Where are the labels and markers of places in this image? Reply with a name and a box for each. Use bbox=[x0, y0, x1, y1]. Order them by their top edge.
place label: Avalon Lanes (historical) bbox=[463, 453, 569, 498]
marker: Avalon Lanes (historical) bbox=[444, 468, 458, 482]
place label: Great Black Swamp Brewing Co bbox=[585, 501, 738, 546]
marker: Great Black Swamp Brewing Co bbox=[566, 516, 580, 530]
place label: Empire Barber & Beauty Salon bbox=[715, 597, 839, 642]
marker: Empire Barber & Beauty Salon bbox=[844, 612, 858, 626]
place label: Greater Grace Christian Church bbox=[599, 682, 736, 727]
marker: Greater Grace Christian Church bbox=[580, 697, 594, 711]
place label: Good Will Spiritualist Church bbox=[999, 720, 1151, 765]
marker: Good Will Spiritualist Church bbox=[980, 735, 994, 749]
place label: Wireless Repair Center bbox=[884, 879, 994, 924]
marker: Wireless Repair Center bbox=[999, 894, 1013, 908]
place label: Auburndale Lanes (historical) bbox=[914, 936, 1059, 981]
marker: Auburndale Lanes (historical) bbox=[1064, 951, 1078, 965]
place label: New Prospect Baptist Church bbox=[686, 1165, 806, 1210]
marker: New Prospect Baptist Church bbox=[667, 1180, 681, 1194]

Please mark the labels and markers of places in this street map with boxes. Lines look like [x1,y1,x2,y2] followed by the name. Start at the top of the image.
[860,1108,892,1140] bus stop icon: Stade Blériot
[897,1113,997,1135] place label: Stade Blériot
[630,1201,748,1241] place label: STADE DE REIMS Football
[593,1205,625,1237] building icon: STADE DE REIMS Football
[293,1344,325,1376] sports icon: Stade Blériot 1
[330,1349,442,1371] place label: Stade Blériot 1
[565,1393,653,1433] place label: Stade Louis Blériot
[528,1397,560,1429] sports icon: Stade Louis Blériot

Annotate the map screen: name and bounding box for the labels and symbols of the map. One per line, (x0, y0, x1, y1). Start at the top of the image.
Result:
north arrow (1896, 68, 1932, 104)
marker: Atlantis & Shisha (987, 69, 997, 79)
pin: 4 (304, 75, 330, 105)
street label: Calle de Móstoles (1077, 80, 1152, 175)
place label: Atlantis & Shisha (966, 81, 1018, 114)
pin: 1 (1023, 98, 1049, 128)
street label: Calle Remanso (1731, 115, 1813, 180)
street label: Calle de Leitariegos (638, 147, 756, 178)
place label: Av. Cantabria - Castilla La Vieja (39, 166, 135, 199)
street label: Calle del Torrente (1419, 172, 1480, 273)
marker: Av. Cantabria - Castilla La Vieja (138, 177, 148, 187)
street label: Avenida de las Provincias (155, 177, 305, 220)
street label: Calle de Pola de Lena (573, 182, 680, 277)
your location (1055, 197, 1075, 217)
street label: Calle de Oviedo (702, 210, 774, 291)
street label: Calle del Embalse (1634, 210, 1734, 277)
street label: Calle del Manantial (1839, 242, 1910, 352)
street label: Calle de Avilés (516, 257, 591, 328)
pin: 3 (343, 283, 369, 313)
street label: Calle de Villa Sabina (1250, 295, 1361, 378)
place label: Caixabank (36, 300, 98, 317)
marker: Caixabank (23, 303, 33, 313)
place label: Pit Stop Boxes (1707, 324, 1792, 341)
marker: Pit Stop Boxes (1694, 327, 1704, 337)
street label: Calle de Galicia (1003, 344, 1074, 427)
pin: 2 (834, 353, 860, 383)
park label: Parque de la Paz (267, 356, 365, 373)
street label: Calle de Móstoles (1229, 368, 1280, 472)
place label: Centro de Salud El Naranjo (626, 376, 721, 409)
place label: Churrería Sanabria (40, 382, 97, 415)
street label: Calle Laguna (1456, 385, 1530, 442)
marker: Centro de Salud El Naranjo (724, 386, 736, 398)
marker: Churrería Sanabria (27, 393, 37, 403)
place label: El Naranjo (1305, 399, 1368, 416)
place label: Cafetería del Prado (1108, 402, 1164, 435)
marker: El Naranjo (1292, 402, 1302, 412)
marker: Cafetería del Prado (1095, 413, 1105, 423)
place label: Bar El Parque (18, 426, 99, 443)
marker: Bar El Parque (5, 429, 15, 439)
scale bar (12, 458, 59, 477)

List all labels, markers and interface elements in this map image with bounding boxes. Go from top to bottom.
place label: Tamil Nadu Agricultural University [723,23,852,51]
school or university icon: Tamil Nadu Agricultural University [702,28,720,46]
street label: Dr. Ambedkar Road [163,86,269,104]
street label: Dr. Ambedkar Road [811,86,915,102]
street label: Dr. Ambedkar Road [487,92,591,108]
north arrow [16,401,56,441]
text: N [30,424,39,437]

(Exercise details): Only lines holding the string "Prado" are wanted; gather each one from the entries above.

(Solution below):
place label: Cafetería del Prado (1108, 402, 1164, 435)
marker: Cafetería del Prado (1095, 413, 1105, 423)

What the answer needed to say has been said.